FADD deficiency sensitises Jurkat T cells to TNF-α-dependent necrosis during activation-induced cell death

Activation-induced cell death (AICD) in activated T lymphocytes is largely mediated by Fas/Fas ligand (FasL) interaction. The cytoplasmic adaptor molecule Fas-associated death domain protein (FADD) plays an essential role in the apoptotic signalling of the Fas death pathway. In the present study, we observed that FADD deficient (FADD−/−) Jurkat T cells undergo AICD to a similar extent as wild-type cells. AICD in wild-type Jurkat T cells is via apoptosis, whereas it is non-apoptotic in FADD−/− cells. The latter took up propidium iodide, exhibit a loss in mitochondrial membrane potential and have no detectable cleavage products of caspase-8 or -3 activation, suggesting that these cells die by necrosis. Wild-type Jurkat T cells undergo apoptosis when incubated with recombinant FasL and Trail but not with TNF-α. In contrast, FADD−/− Jurkat T cells are resistant to FasL and Trail but die of necrosis when incubated with TNF-α. We showed that neutralising anti-TNF-α blocked AICD as well as TNF-α-induced necrosis in FADD−/− Jurkat T cells.

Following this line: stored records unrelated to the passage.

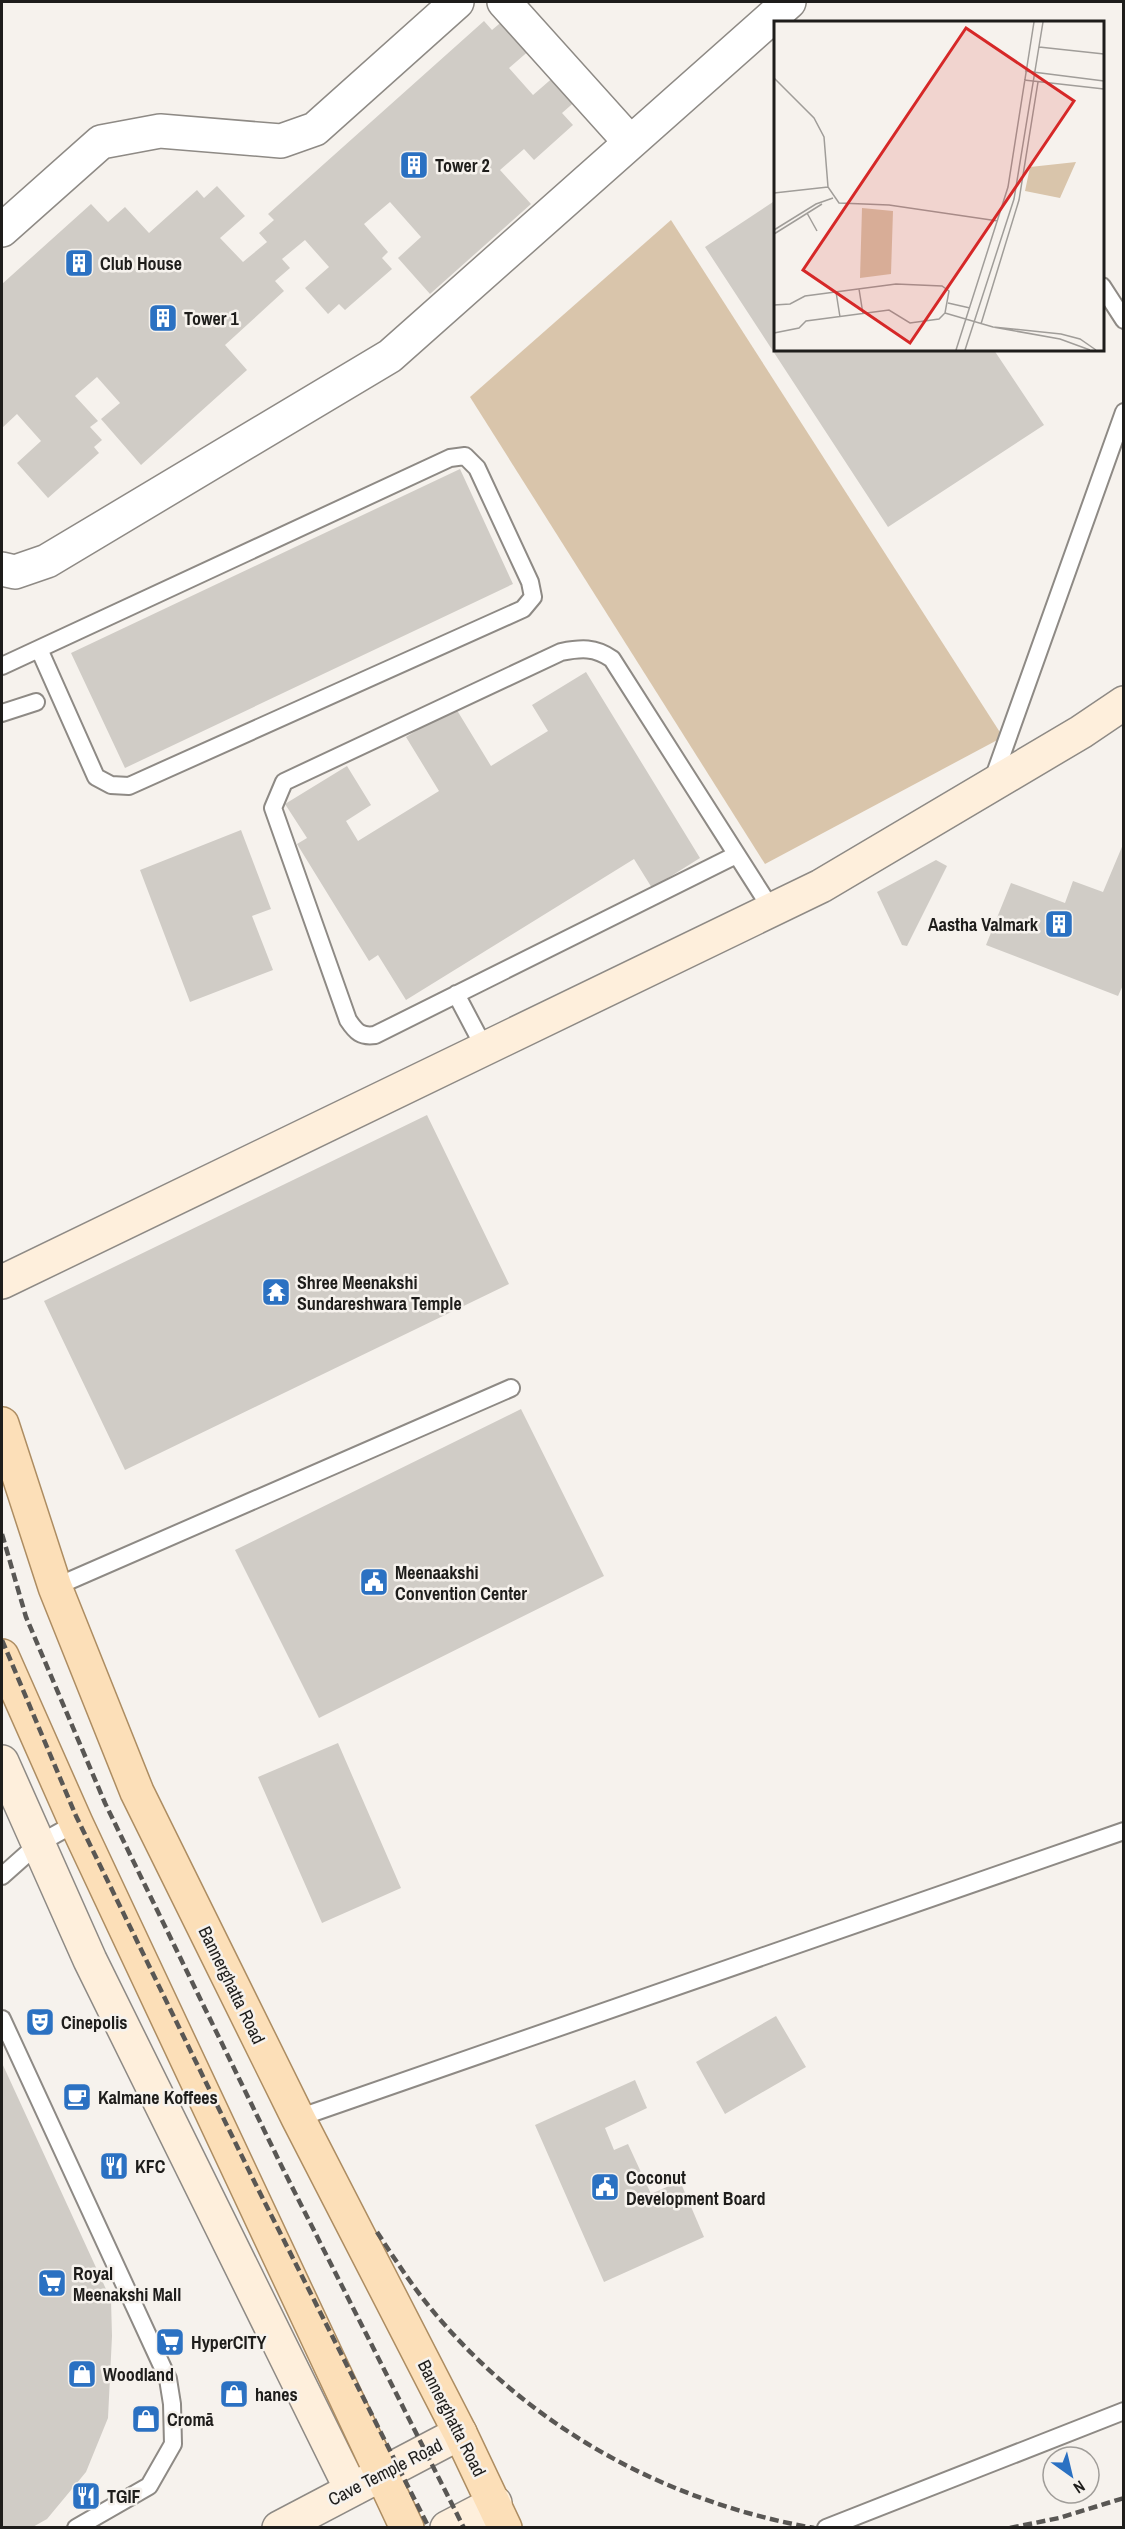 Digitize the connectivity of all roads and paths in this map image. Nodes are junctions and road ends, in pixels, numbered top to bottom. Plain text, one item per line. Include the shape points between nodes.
1 (457, 2) edge
2 (504, 2) edge
3 (781, 4) edge
4 (630, 142) junction
5 (2, 230) edge
6 (1104, 289) edge
7 (1124, 320) edge
8 (1124, 412) edge
9 (2, 568) edge
10 (39, 649) junction
11 (2, 666) edge
12 (36, 702) dead end
13 (1124, 703) edge
14 (2, 713) edge
15 (990, 786) junction
16 (736, 855) junction
17 (772, 910) junction
18 (456, 994) junction
19 (485, 1049) junction
20 (2, 1282) edge
21 (511, 1388) dead end
22 (2, 1424) edge
23 (55, 1587) junction
24 (2, 1656) edge
25 (2, 1762) edge
26 (76, 1823) junction
27 (1124, 1831) edge
28 (38, 1844) junction
29 (2, 1876) edge
30 (2, 2019) edge
31 (298, 2118) junction
32 (1124, 2411) edge
33 (460, 2433) junction
34 (381, 2474) junction
35 (351, 2489) junction
36 (500, 2515) edge
37 (76, 2528) edge
38 (279, 2528) edge
39 (407, 2528) edge
40 (447, 2528) edge
41 (826, 2528) edge

1 - 5 street via 315,129 281,141 160,131 101,142
2 - 4 street
3 - 4 street
4 - 9 street via 390,356 47,561 15,572
6 - 7 lane
8 - 15 lane
10 - 10 lane via 96,777 111,785 129,786 523,609 533,597 530,582 477,468 465,456 450,458
10 - 11 lane
12 - 14 lane
13 - 15 street
15 - 17 street via 821,886
16 - 17 lane
16 - 18 lane
16 - 18 lane via 612,659 601,651 581,648 561,652 284,782 273,808 355,1032 375,1035
17 - 19 street
18 - 19 lane
19 - 20 street
21 - 23 lane
22 - 23 main road, Bannerghatta Road
23 - 31 main road, Bannerghatta Road via 137,1791
24 - 26 main road
25 - 28 street
26 - 28 lane
26 - 34 main road
27 - 31 lane
28 - 29 lane
28 - 35 street via 90,1960
30 - 37 lane via 168,2379 172,2404 173,2444 149,2486
31 - 33 main road, Bannerghatta Road
32 - 41 lane
33 - 34 street, Cave Temple Road
33 - 36 main road, Bannerghatta Road
34 - 35 street, Cave Temple Road
34 - 39 main road
35 - 38 street, Cave Temple Road
36 - 40 street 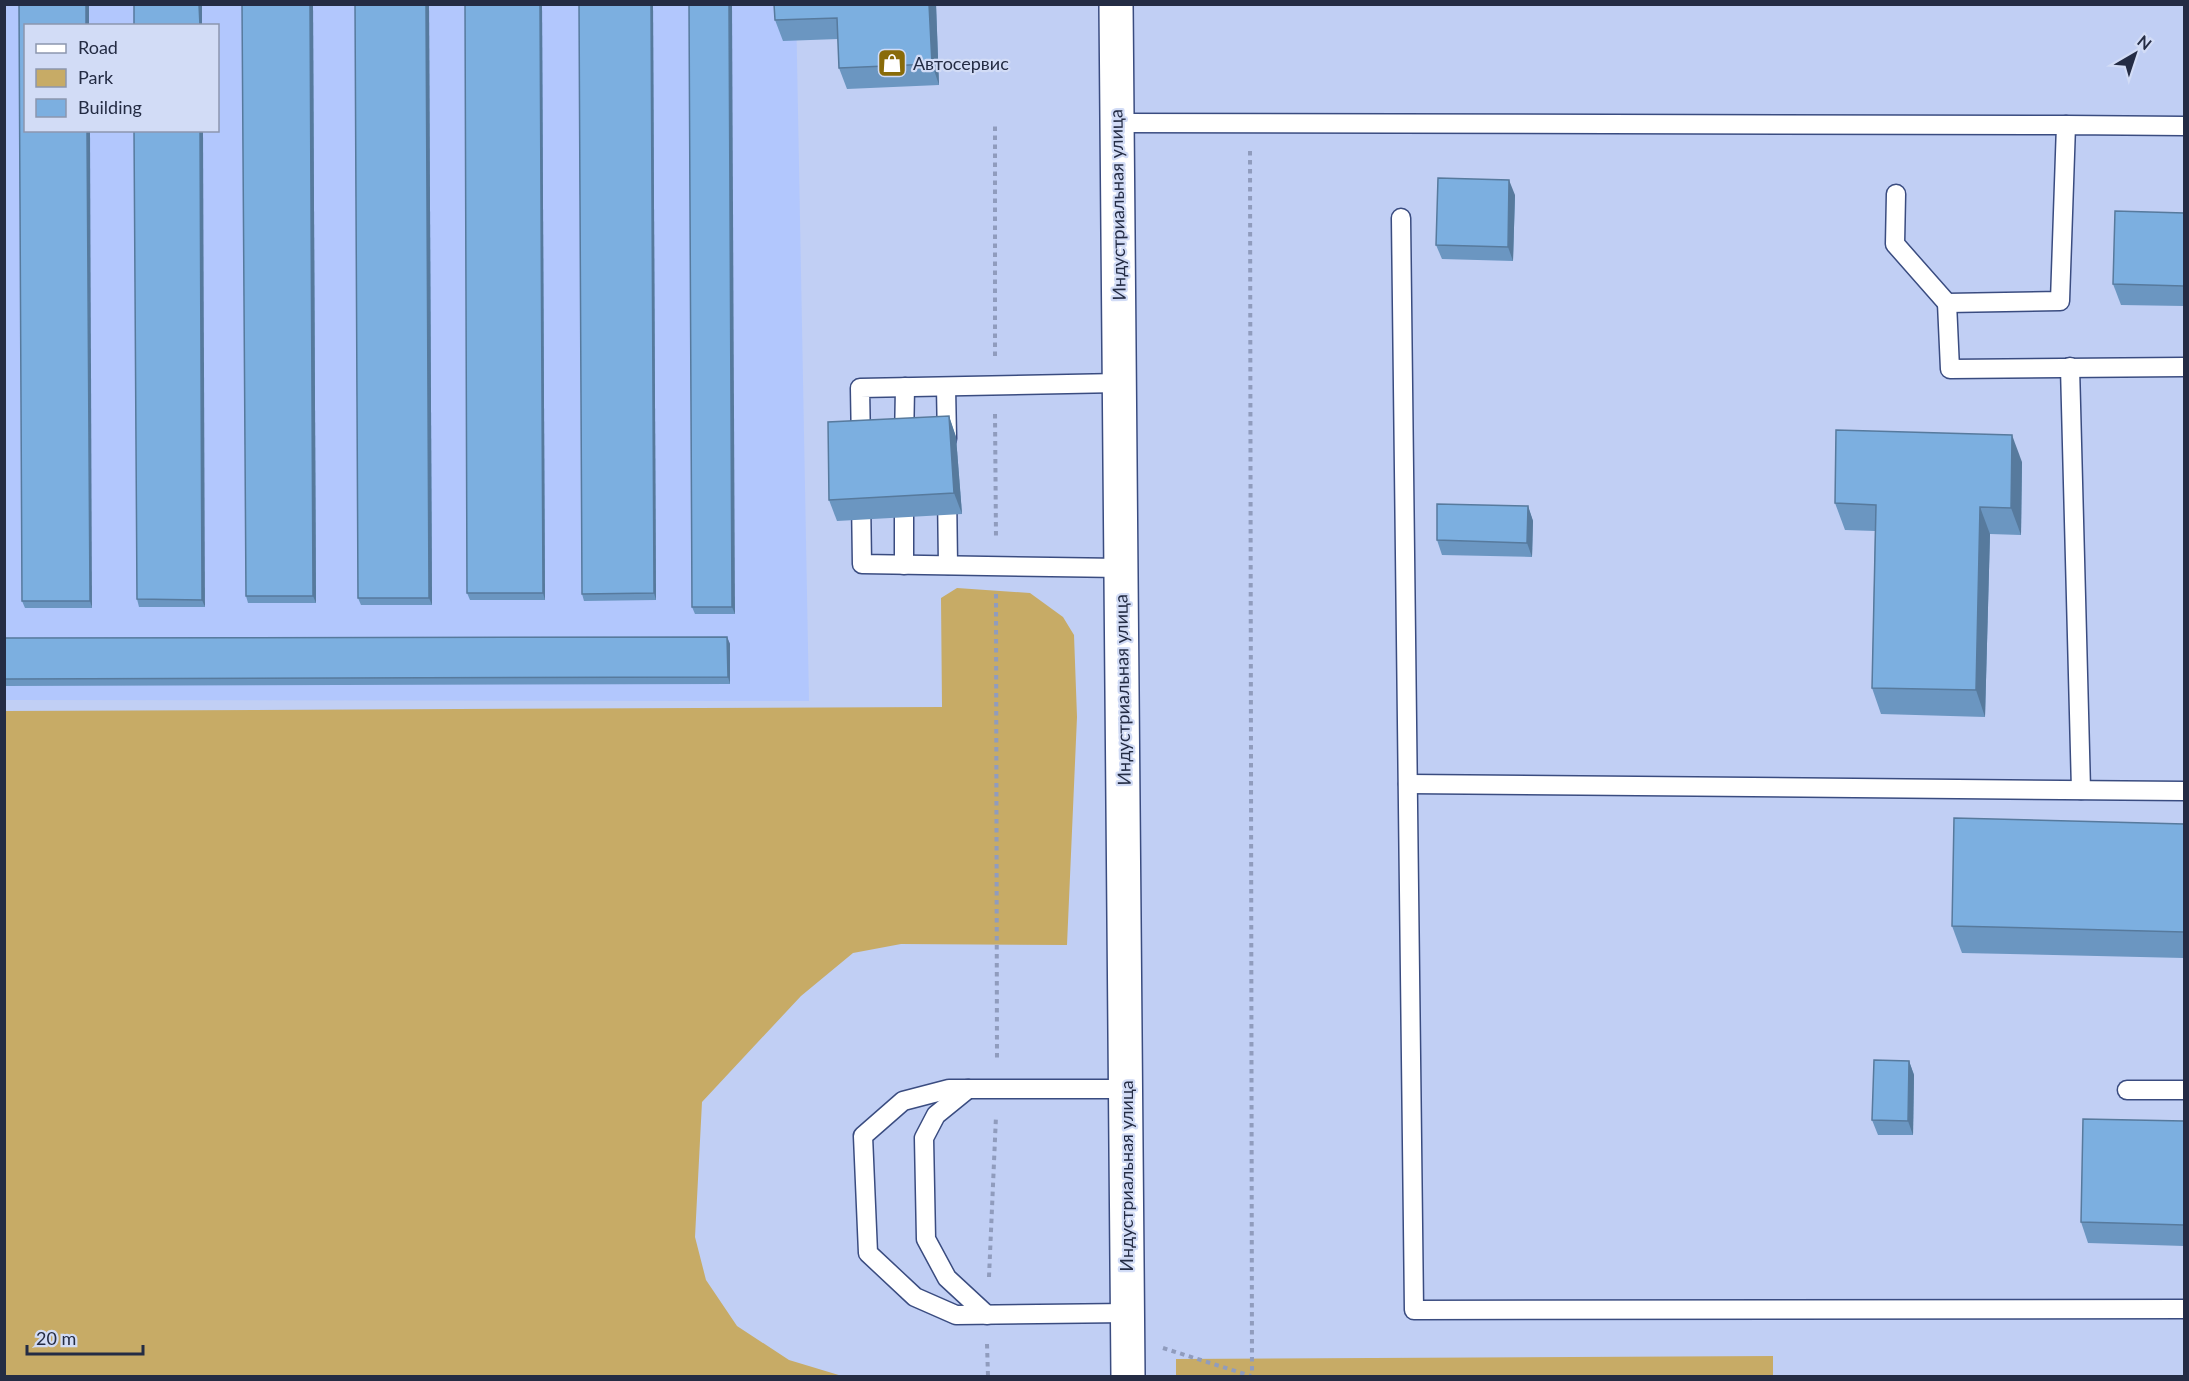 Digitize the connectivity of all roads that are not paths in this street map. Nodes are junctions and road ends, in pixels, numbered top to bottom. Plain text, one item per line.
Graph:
1 (1116, 4) edge
2 (1117, 123) junction
3 (2066, 125) junction
4 (2184, 126) edge
5 (1896, 194) dead end
6 (1401, 218) dead end
7 (1947, 303) junction
8 (2070, 367) junction
9 (2184, 367) edge
10 (1119, 383) junction
11 (905, 387) junction
12 (946, 387) junction
13 (904, 458) edge
14 (861, 459) edge
15 (861, 482) edge
16 (904, 482) edge
17 (904, 565) junction
18 (948, 565) junction
19 (1121, 568) junction
20 (1408, 784) junction
21 (2081, 790) junction
22 (2184, 791) edge
23 (968, 1089) junction
24 (1126, 1089) junction
25 (2127, 1090) dead end
26 (2184, 1090) edge
27 (2184, 1309) edge
28 (987, 1315) junction
29 (1128, 1325) junction
30 (1128, 1377) edge

1 - 2 street, Индустриальная улица
2 - 3 lane
2 - 10 street, Индустриальная улица
3 - 4 lane
3 - 7 lane
5 - 7 lane
6 - 20 lane
7 - 8 lane
8 - 9 lane
8 - 21 lane
10 - 12 lane
10 - 19 street, Индустриальная улица
11 - 12 lane
11 - 13 lane
11 - 14 lane
12 - 18 lane
15 - 17 lane
16 - 17 lane
17 - 18 lane
18 - 19 lane
19 - 24 street, Индустриальная улица
20 - 21 lane
20 - 27 lane
21 - 22 lane
23 - 24 lane
23 - 28 lane
23 - 28 lane
24 - 29 street, Индустриальная улица
25 - 26 lane
28 - 29 lane
29 - 30 street, Индустриальная улица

Furthermore, downregulating the receptor interacting protein, RIP, with geldanamycin treatment, which is essential for TNF-α signalling, markedly inhibited AICD in FADD−/− Jurkat T cells. In addition, caspase-8-deficient Jurkat T cells are resistant to Fas- and TNF-α-induced cell death. Taken together, our results suggest that a deficiency in FADD and not caspase-8 or the inhibition of the Fas signalling pathway sensitises Jurkat T cells to TNF-α-dependent necrosis during AICD.